## Study material
# # #

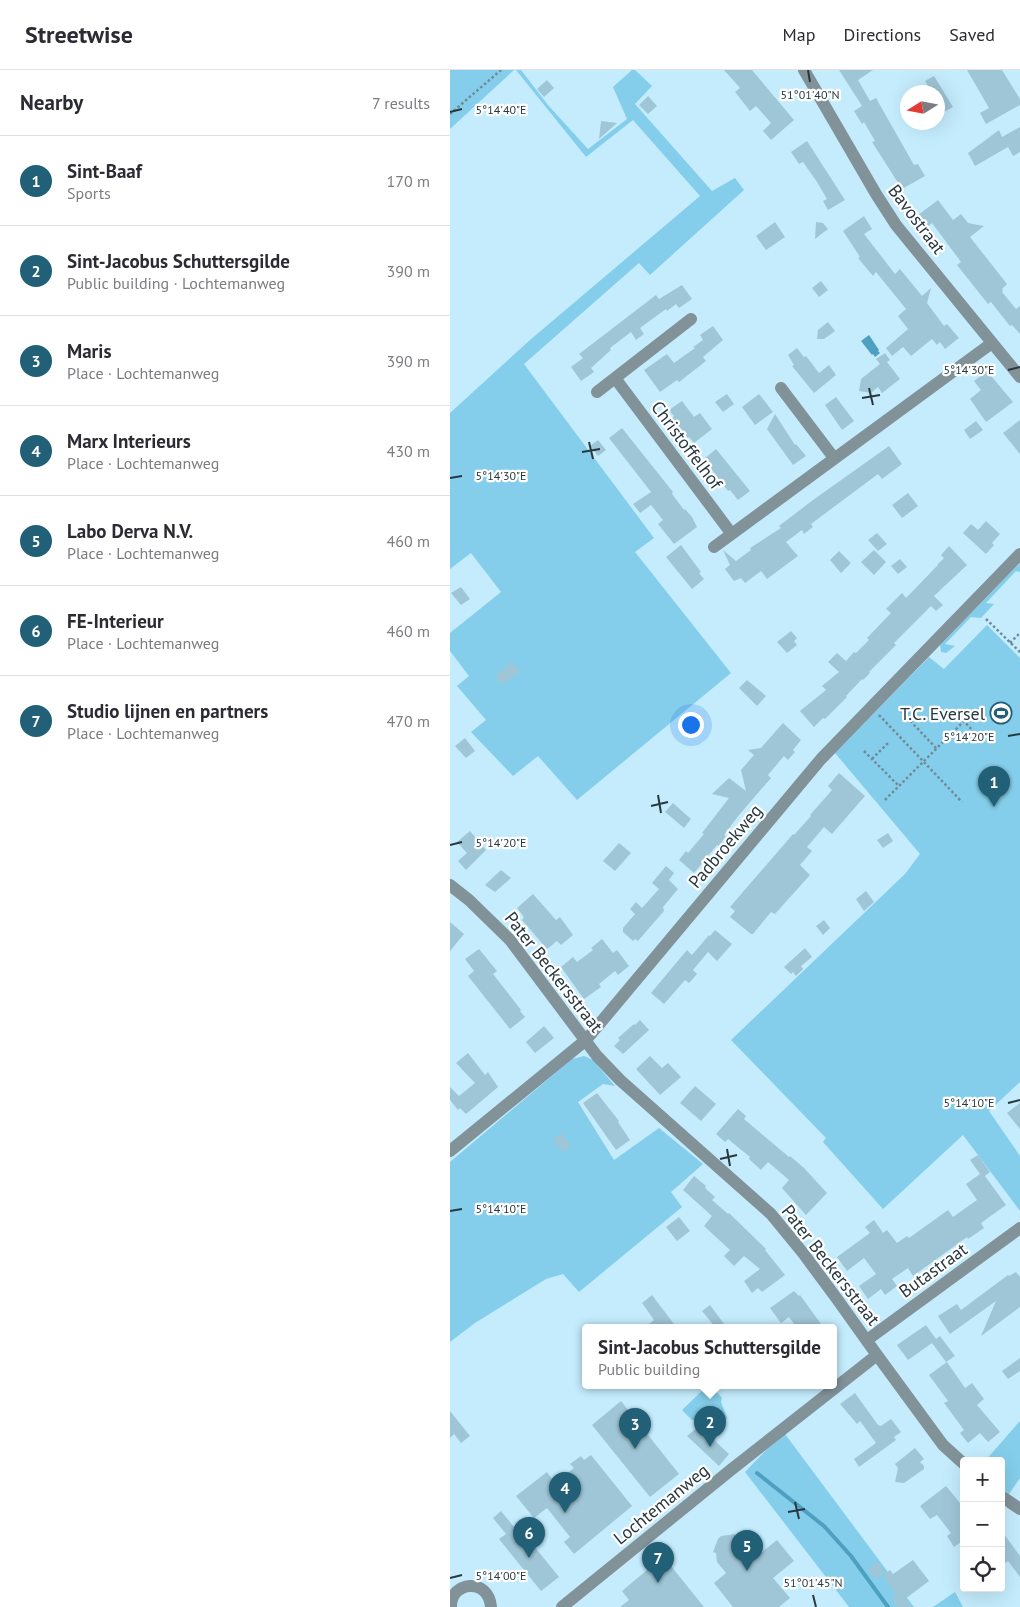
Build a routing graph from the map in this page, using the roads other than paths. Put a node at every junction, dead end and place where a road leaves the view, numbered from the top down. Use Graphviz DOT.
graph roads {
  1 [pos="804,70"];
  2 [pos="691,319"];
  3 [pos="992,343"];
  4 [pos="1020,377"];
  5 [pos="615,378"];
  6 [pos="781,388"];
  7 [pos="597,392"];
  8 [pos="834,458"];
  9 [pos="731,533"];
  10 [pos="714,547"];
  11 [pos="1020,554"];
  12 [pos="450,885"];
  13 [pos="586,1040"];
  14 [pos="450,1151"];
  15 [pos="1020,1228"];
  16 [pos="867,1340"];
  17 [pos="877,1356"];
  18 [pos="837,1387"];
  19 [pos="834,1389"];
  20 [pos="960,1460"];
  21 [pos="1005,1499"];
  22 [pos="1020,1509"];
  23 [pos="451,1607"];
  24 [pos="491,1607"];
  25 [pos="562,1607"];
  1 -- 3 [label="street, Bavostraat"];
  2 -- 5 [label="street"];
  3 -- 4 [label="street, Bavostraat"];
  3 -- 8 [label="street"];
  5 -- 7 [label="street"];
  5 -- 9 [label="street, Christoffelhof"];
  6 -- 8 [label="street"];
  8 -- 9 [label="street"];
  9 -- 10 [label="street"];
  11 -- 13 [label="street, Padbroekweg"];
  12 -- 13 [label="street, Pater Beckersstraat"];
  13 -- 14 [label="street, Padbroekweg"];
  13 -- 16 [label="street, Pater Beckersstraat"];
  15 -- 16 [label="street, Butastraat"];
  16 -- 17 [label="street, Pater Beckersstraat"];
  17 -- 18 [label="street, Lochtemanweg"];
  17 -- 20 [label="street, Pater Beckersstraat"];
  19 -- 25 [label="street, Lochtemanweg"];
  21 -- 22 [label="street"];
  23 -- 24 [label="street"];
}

# # #

## What needs to be done
The answer must be the full listing retyped exactly, with no pictures in it.

## Answer box
Build a routing graph from the map in this page, using the roads other than paths. Put a node at every junction, dead end and place where a road leaves the view, numbered from the top down. Use Graphviz DOT.
graph roads {
  1 [pos="804,70"];
  2 [pos="691,319"];
  3 [pos="992,343"];
  4 [pos="1020,377"];
  5 [pos="615,378"];
  6 [pos="781,388"];
  7 [pos="597,392"];
  8 [pos="834,458"];
  9 [pos="731,533"];
  10 [pos="714,547"];
  11 [pos="1020,554"];
  12 [pos="450,885"];
  13 [pos="586,1040"];
  14 [pos="450,1151"];
  15 [pos="1020,1228"];
  16 [pos="867,1340"];
  17 [pos="877,1356"];
  18 [pos="837,1387"];
  19 [pos="834,1389"];
  20 [pos="960,1460"];
  21 [pos="1005,1499"];
  22 [pos="1020,1509"];
  23 [pos="451,1607"];
  24 [pos="491,1607"];
  25 [pos="562,1607"];
  1 -- 3 [label="street, Bavostraat"];
  2 -- 5 [label="street"];
  3 -- 4 [label="street, Bavostraat"];
  3 -- 8 [label="street"];
  5 -- 7 [label="street"];
  5 -- 9 [label="street, Christoffelhof"];
  6 -- 8 [label="street"];
  8 -- 9 [label="street"];
  9 -- 10 [label="street"];
  11 -- 13 [label="street, Padbroekweg"];
  12 -- 13 [label="street, Pater Beckersstraat"];
  13 -- 14 [label="street, Padbroekweg"];
  13 -- 16 [label="street, Pater Beckersstraat"];
  15 -- 16 [label="street, Butastraat"];
  16 -- 17 [label="street, Pater Beckersstraat"];
  17 -- 18 [label="street, Lochtemanweg"];
  17 -- 20 [label="street, Pater Beckersstraat"];
  19 -- 25 [label="street, Lochtemanweg"];
  21 -- 22 [label="street"];
  23 -- 24 [label="street"];
}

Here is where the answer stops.